WORK REQUEST:
Copy out every line in the entries below that includes "Copihues".

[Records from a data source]

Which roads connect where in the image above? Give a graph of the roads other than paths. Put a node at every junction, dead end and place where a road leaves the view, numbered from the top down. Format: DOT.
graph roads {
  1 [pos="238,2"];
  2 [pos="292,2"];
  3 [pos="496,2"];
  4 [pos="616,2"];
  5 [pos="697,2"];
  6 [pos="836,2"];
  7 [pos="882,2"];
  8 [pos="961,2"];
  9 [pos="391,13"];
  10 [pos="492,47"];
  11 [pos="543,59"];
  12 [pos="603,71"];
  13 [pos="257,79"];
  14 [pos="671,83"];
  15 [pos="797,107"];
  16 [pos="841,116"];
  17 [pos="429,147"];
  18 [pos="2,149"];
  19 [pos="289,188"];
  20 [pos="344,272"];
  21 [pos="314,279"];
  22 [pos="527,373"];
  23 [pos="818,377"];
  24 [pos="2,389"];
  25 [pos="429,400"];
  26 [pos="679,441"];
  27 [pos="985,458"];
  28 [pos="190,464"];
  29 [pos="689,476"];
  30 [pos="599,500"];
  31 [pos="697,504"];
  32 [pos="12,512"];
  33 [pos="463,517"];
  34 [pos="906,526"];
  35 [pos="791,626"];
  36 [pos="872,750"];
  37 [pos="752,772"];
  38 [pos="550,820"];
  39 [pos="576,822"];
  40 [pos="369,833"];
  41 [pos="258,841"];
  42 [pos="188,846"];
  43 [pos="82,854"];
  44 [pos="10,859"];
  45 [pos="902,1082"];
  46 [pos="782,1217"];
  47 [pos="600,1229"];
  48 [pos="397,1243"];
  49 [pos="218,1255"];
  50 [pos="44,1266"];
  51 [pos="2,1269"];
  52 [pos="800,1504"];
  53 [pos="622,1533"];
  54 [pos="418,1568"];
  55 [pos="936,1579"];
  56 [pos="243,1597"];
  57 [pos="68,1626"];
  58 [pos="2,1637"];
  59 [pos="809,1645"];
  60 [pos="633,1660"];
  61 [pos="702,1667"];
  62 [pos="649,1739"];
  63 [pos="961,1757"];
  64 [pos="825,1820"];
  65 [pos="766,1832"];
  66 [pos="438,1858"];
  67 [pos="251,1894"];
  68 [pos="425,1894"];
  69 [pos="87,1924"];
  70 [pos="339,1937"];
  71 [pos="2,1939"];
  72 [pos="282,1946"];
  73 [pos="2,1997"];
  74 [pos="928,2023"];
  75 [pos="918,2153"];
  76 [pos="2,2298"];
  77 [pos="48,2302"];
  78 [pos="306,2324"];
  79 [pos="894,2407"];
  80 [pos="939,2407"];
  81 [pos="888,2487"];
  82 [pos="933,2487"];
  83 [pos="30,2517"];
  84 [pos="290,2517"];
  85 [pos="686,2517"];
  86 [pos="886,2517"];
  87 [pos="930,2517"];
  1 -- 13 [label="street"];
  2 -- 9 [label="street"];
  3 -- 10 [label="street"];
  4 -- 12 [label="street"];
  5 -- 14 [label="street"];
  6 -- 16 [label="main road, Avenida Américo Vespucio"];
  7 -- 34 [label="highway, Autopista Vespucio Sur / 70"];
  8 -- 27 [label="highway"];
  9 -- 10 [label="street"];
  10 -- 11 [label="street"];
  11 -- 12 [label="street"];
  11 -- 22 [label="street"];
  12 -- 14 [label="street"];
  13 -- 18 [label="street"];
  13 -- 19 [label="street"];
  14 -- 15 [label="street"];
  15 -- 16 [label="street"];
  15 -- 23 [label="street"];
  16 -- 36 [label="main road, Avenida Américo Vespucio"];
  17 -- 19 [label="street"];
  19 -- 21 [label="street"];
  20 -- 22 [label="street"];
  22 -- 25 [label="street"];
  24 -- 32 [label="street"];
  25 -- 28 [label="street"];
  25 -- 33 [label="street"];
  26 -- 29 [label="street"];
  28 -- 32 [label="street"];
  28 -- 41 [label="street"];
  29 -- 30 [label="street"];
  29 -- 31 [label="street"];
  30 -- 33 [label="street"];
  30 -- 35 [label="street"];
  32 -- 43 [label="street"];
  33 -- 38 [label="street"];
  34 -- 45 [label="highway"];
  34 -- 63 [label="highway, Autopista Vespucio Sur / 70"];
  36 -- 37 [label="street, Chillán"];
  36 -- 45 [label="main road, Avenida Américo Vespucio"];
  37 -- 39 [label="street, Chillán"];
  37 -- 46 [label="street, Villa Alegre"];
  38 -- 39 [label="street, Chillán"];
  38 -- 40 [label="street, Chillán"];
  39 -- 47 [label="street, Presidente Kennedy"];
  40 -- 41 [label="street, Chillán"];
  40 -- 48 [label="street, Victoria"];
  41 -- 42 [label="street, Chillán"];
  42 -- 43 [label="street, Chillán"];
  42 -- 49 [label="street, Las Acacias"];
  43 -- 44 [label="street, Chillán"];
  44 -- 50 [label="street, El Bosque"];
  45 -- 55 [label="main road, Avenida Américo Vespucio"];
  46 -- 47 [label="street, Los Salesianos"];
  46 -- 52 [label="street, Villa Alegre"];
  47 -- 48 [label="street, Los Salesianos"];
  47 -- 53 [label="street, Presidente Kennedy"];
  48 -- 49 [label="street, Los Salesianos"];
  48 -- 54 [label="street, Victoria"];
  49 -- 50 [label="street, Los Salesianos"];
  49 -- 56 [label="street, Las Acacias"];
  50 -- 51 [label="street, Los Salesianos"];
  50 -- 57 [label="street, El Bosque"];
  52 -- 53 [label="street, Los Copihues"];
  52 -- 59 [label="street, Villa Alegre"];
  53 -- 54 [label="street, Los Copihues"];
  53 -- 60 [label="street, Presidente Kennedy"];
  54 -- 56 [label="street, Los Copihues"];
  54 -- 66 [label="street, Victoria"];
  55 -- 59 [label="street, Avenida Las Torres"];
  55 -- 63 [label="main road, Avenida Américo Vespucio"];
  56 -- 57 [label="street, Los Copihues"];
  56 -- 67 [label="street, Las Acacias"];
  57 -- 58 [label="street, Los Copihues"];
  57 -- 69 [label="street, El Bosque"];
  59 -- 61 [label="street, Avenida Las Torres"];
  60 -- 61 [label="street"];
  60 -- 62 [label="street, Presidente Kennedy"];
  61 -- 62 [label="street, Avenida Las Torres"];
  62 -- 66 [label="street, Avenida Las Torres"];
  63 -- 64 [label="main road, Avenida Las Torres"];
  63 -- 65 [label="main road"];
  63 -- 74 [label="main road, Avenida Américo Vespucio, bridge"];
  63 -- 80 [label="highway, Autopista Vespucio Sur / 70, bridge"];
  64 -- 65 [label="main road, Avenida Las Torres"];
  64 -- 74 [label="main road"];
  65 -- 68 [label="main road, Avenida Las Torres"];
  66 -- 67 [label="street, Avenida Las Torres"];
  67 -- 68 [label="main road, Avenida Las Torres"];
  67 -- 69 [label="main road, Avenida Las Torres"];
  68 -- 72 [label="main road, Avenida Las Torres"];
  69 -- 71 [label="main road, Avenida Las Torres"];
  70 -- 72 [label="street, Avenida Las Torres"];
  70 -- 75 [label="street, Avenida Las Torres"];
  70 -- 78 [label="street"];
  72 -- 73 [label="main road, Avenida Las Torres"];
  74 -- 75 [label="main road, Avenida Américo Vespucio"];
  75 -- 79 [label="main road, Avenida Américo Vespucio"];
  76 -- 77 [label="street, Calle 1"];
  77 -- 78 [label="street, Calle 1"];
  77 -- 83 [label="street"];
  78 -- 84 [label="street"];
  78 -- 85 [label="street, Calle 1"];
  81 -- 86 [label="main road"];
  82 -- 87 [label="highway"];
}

REPLY:
  52 -- 53 [label="street, Los Copihues"];
  53 -- 54 [label="street, Los Copihues"];
  54 -- 56 [label="street, Los Copihues"];
  56 -- 57 [label="street, Los Copihues"];
  57 -- 58 [label="street, Los Copihues"];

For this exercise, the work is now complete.